### Problem to solve
A verbatim repetition of the data below is requested, without images.
--- Recorded data ---
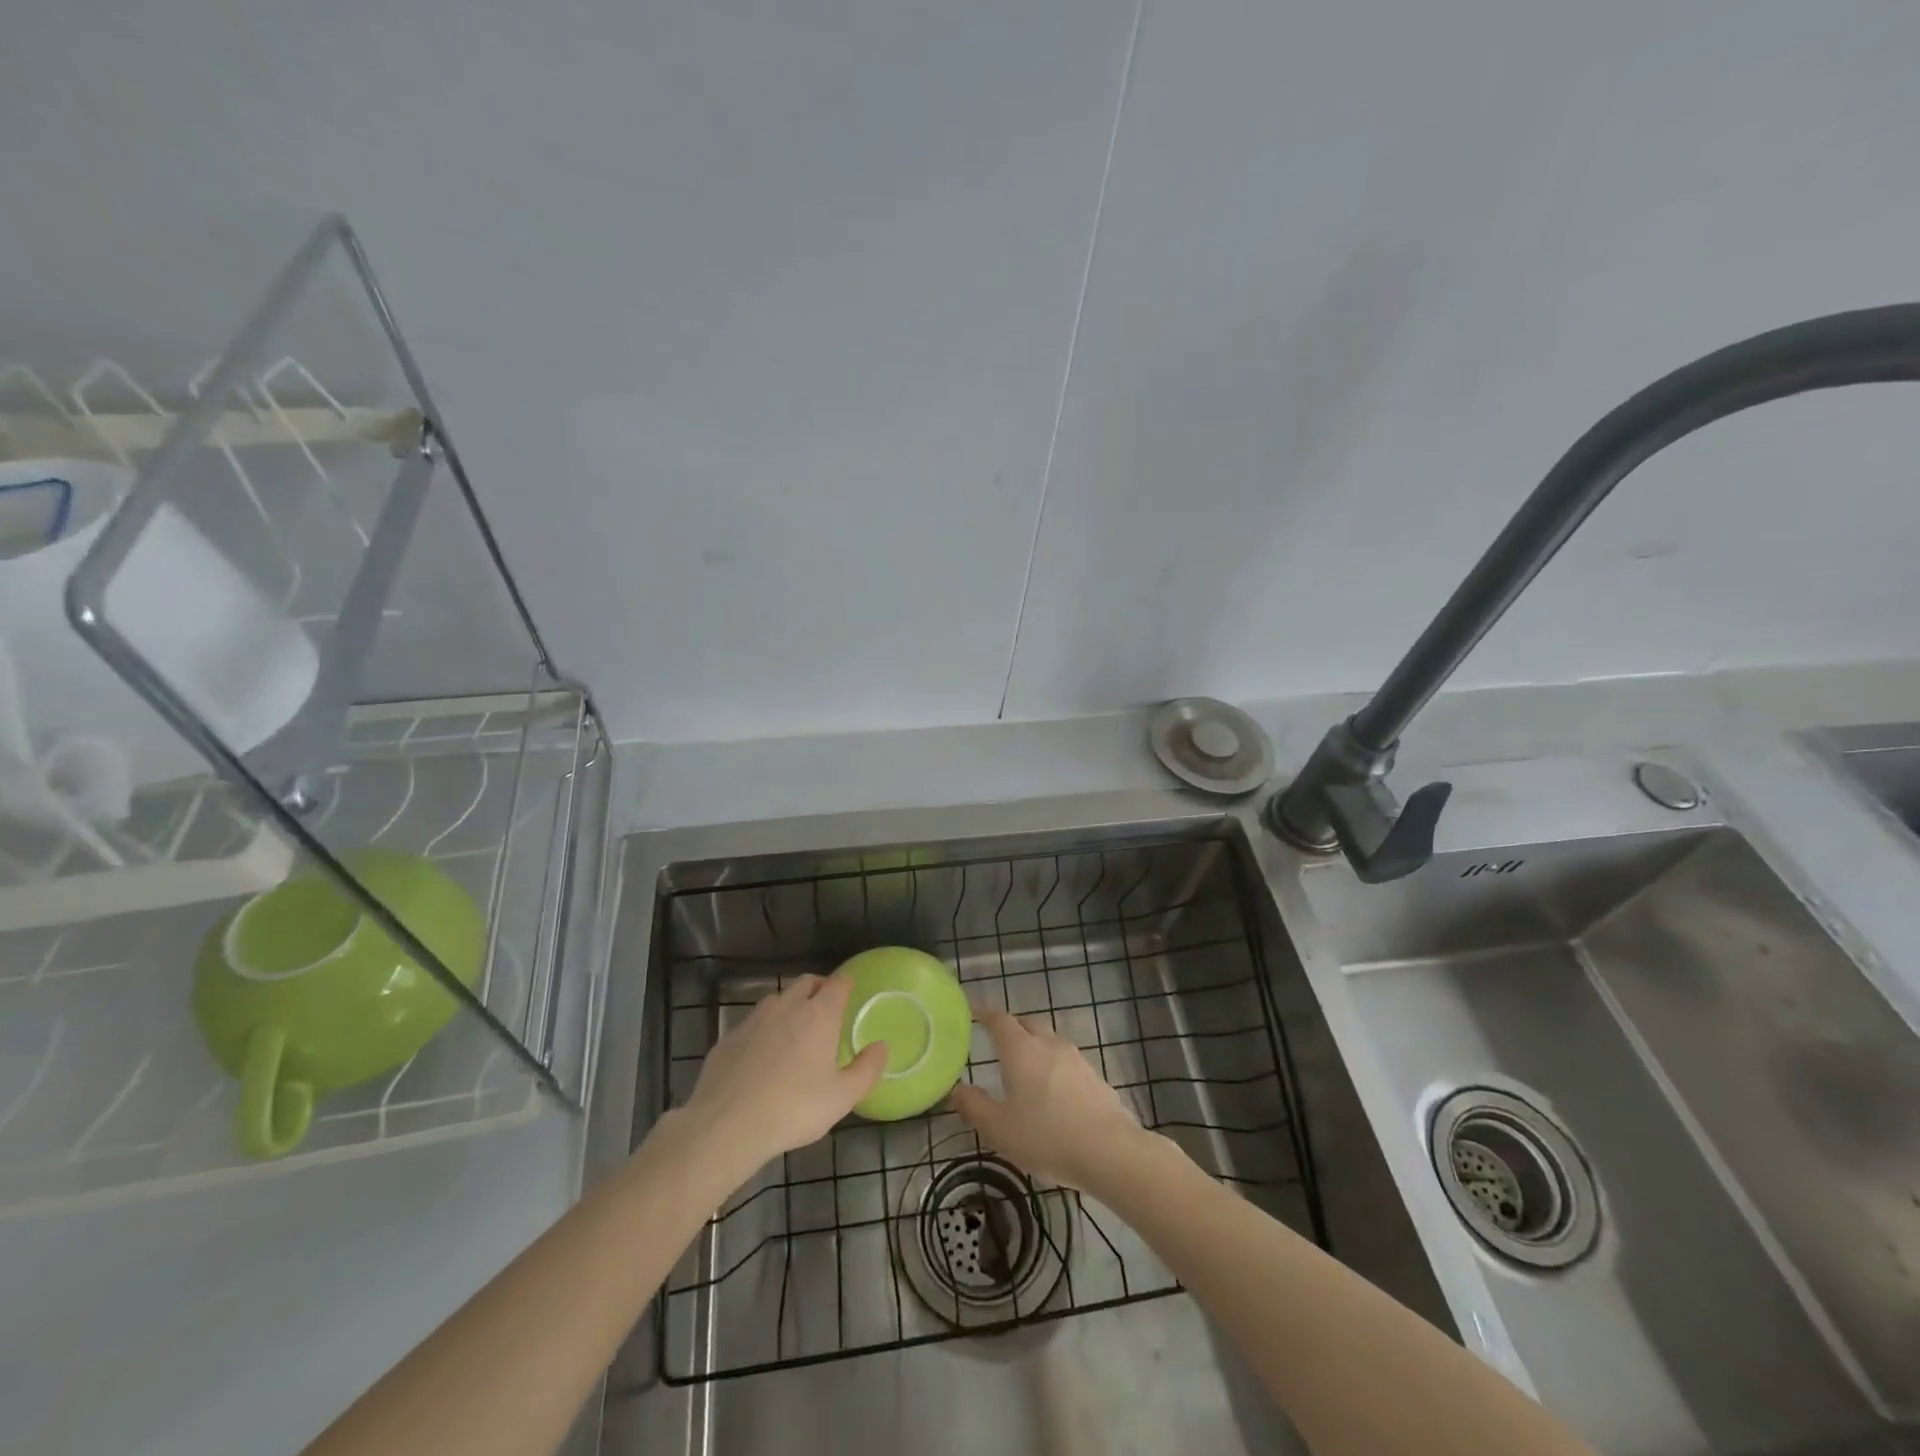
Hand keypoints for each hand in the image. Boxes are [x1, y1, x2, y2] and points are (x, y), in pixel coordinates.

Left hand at [677, 974, 887, 1173]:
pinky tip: (761, 1055)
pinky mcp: (728, 1037)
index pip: (837, 983)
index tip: (850, 991)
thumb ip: (867, 1069)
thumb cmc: (794, 1108)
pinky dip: (762, 1030)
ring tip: (794, 1029)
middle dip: (818, 988)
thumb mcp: (842, 1097)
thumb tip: (882, 1046)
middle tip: (826, 1008)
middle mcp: (787, 1007)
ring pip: (776, 999)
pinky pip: (752, 1023)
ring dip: (789, 1005)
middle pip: (806, 982)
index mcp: (819, 1015)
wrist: (726, 1125)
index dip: (846, 984)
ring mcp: (753, 1019)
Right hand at [950, 1008, 1149, 1191]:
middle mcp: (1048, 1044)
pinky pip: (1066, 1061)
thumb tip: (956, 1089)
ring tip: (1024, 1067)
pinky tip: (1052, 1091)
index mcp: (1020, 1049)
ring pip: (1049, 1040)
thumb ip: (974, 1106)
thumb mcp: (999, 1129)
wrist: (1109, 1150)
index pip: (1000, 1019)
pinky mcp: (1094, 1076)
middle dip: (1011, 1026)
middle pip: (1027, 1023)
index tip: (974, 1011)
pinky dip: (1053, 1066)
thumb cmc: (1046, 1136)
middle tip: (997, 1040)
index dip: (985, 1013)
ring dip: (1034, 1046)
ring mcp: (1075, 1058)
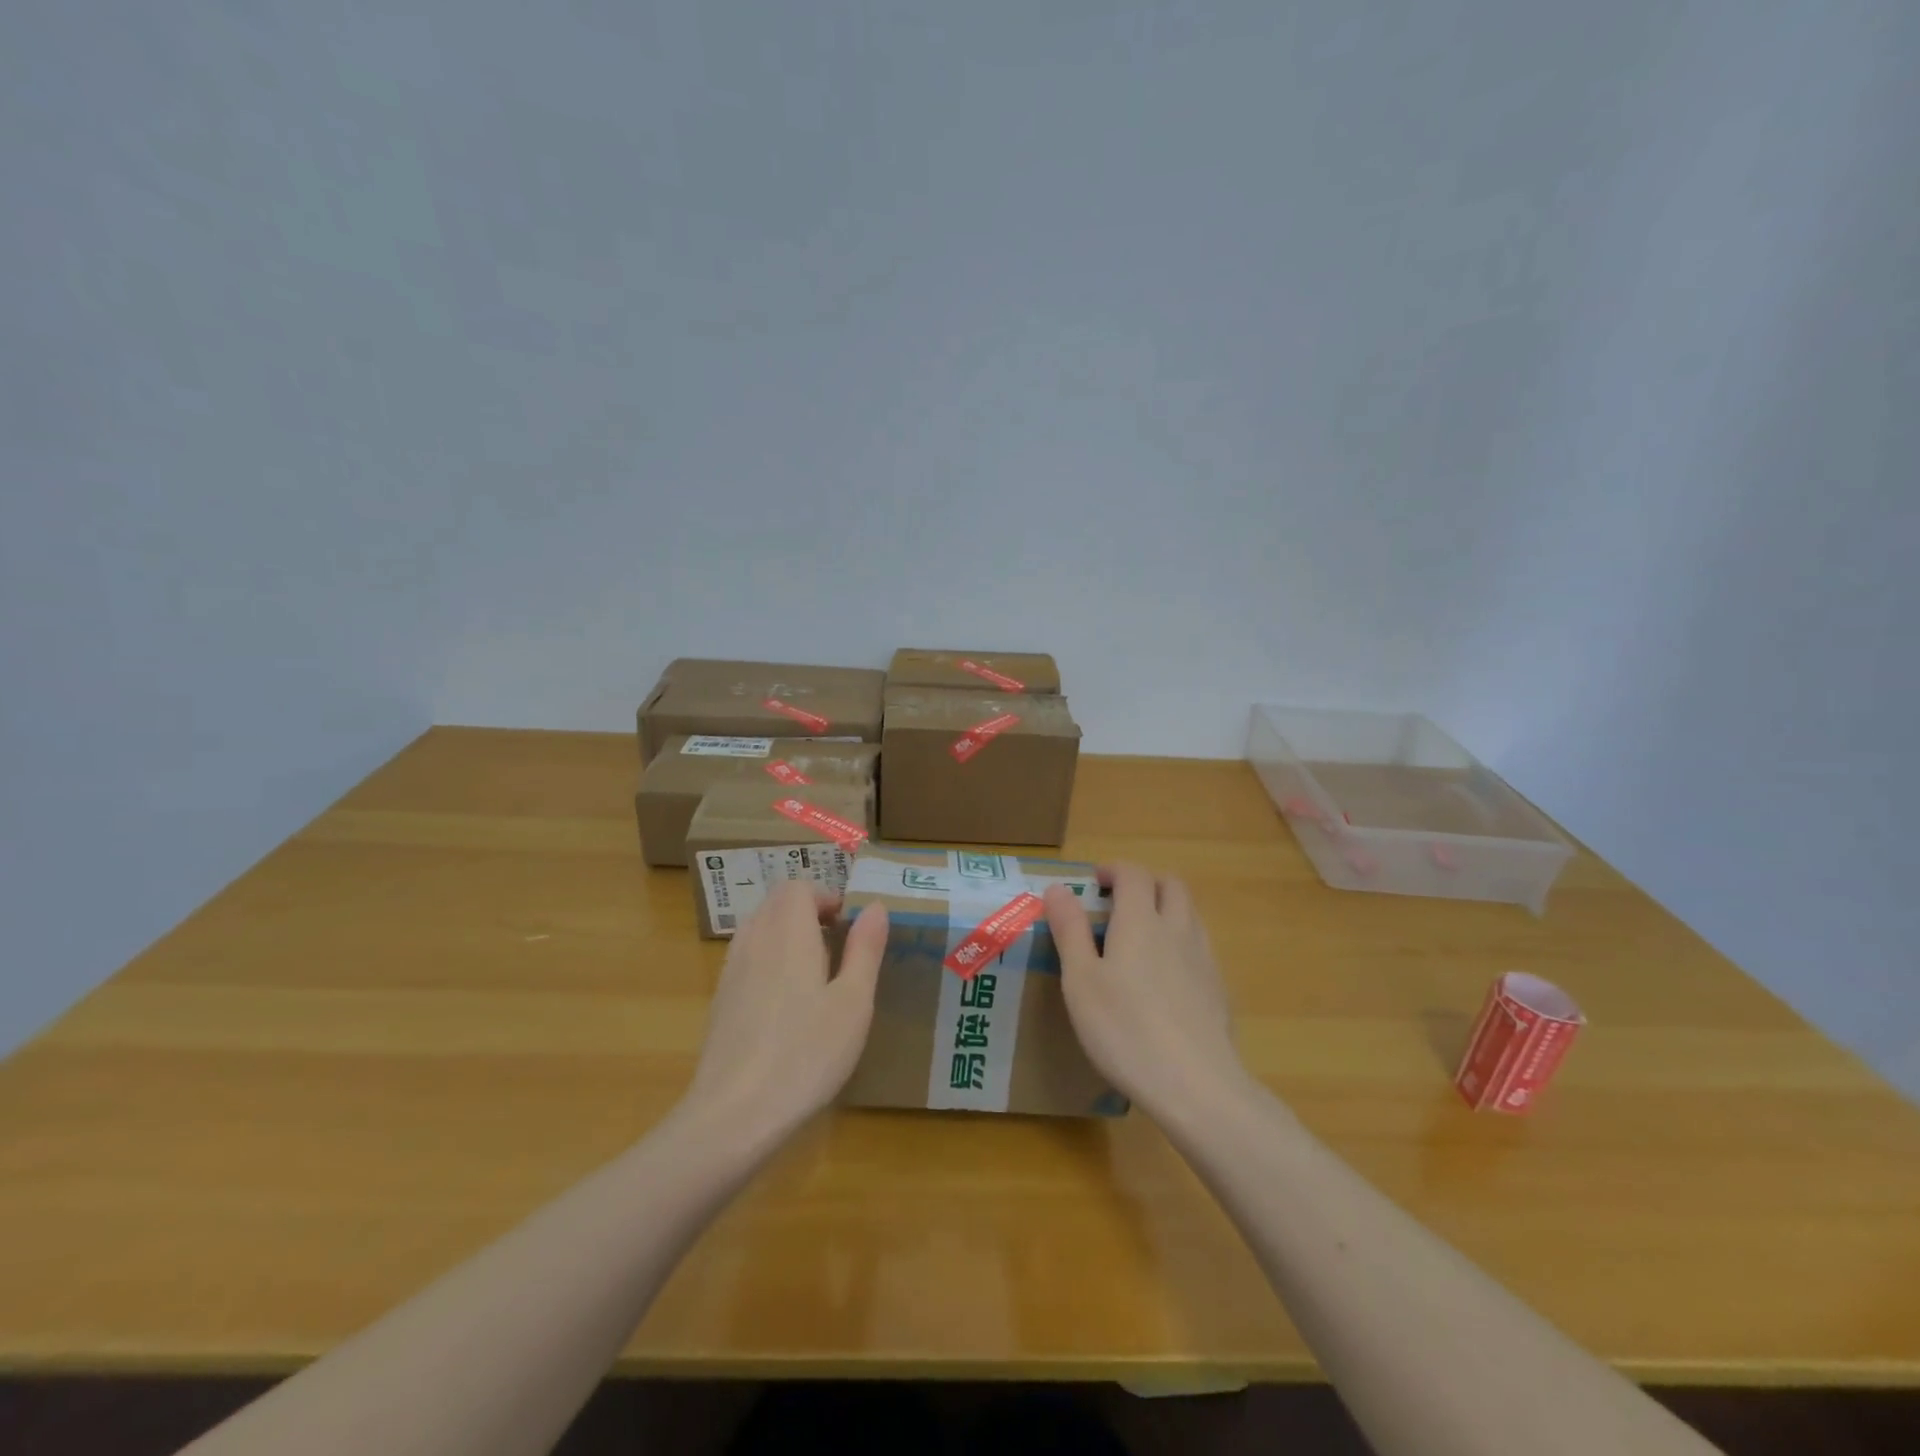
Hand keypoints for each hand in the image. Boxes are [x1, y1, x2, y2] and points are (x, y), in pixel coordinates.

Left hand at [684, 883, 888, 1140]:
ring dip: (788, 934)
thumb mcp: (853, 1002)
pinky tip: (788, 1005)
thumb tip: (874, 906)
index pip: (799, 887)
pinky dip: (770, 959)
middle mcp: (755, 939)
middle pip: (777, 902)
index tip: (851, 926)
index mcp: (788, 932)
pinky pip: (747, 957)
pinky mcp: (720, 1000)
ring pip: (760, 927)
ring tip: (817, 973)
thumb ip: (865, 948)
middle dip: (809, 911)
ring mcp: (731, 970)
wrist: (733, 1115)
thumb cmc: (806, 1054)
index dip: (827, 896)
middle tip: (840, 946)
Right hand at [1043, 864, 1244, 1118]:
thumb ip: (1070, 930)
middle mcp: (1177, 929)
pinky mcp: (1217, 989)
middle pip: (1170, 885)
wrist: (1195, 1085)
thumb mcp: (1081, 980)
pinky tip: (1164, 976)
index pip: (1134, 874)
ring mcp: (1204, 959)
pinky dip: (1180, 941)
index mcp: (1141, 921)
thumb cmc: (1125, 1029)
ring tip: (1140, 935)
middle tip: (1119, 901)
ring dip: (1165, 908)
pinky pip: (1199, 945)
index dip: (1114, 869)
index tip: (1095, 881)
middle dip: (1144, 882)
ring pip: (1189, 913)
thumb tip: (1058, 888)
---
### Response box
Hand keypoints for each hand in the image. Boxes are [x1, y1, x2, y2] and points are (x, y), in pixel coordinates.

Left hand at [677, 974, 887, 1173]:
pinky tip: (761, 1055)
pinky mcp: (728, 1037)
index pip: (837, 983)
index tip: (850, 991)
thumb ip: (867, 1069)
thumb cmc: (794, 1108)
pinky dip: (762, 1030)
ring tip: (794, 1029)
middle dip: (818, 988)
thumb mcp: (842, 1097)
thumb tip: (882, 1046)
middle tip: (826, 1008)
middle mcp: (787, 1007)
ring pip: (776, 999)
pinky pip: (752, 1023)
ring dip: (789, 1005)
middle pip: (806, 982)
index mcp: (819, 1015)
wrist: (726, 1125)
index dip: (846, 984)
ring mcp: (753, 1019)
Right hand at [950, 1008, 1149, 1191]:
middle mcp: (1048, 1044)
pinky pip: (1066, 1061)
thumb tip: (956, 1089)
ring tip: (1024, 1067)
pinky tip: (1052, 1091)
index mcp: (1020, 1049)
ring pip: (1049, 1040)
thumb ip: (974, 1106)
thumb mcp: (999, 1129)
wrist: (1109, 1150)
index pip: (1000, 1019)
pinky mcp: (1094, 1076)
middle dip: (1011, 1026)
middle pip: (1027, 1023)
index tip: (974, 1011)
pinky dip: (1053, 1066)
thumb cmc: (1046, 1136)
middle tip: (997, 1040)
index dip: (985, 1013)
ring dip: (1034, 1046)
ring mcp: (1075, 1058)
Hand keypoints for each hand in the image. Boxes are [x1, y1, x2, y2] and points are (x, y), in pixel coordinates.

Left hand at [684, 883, 888, 1140]:
ring dip: (788, 934)
thumb mcp: (853, 1002)
pinky tip: (788, 1005)
thumb tip: (874, 906)
index pip: (799, 887)
pinky dip: (770, 959)
middle mcp: (755, 939)
middle pip: (777, 902)
index tip: (851, 926)
index mcp: (788, 932)
pinky pip: (747, 957)
pinky mcp: (720, 1000)
ring pip: (760, 927)
ring tip: (817, 973)
thumb ip: (865, 948)
middle dip: (809, 911)
ring mcp: (731, 970)
wrist: (733, 1115)
thumb cmc: (806, 1054)
index dip: (827, 896)
middle tip: (840, 946)
Right hand at [1043, 864, 1244, 1118]:
thumb ip: (1070, 930)
middle mcp: (1177, 929)
pinky mcp: (1217, 989)
middle pip: (1170, 885)
wrist: (1195, 1085)
thumb mcp: (1081, 980)
pinky tip: (1164, 976)
index pip: (1134, 874)
ring mcp: (1204, 959)
pinky dip: (1180, 941)
index mcp: (1141, 921)
thumb cmc: (1125, 1029)
ring tip: (1140, 935)
middle tip: (1119, 901)
ring dip: (1165, 908)
pinky pip: (1199, 945)
index dip: (1114, 869)
index tip: (1095, 881)
middle dip: (1144, 882)
ring pip: (1189, 913)
thumb tip: (1058, 888)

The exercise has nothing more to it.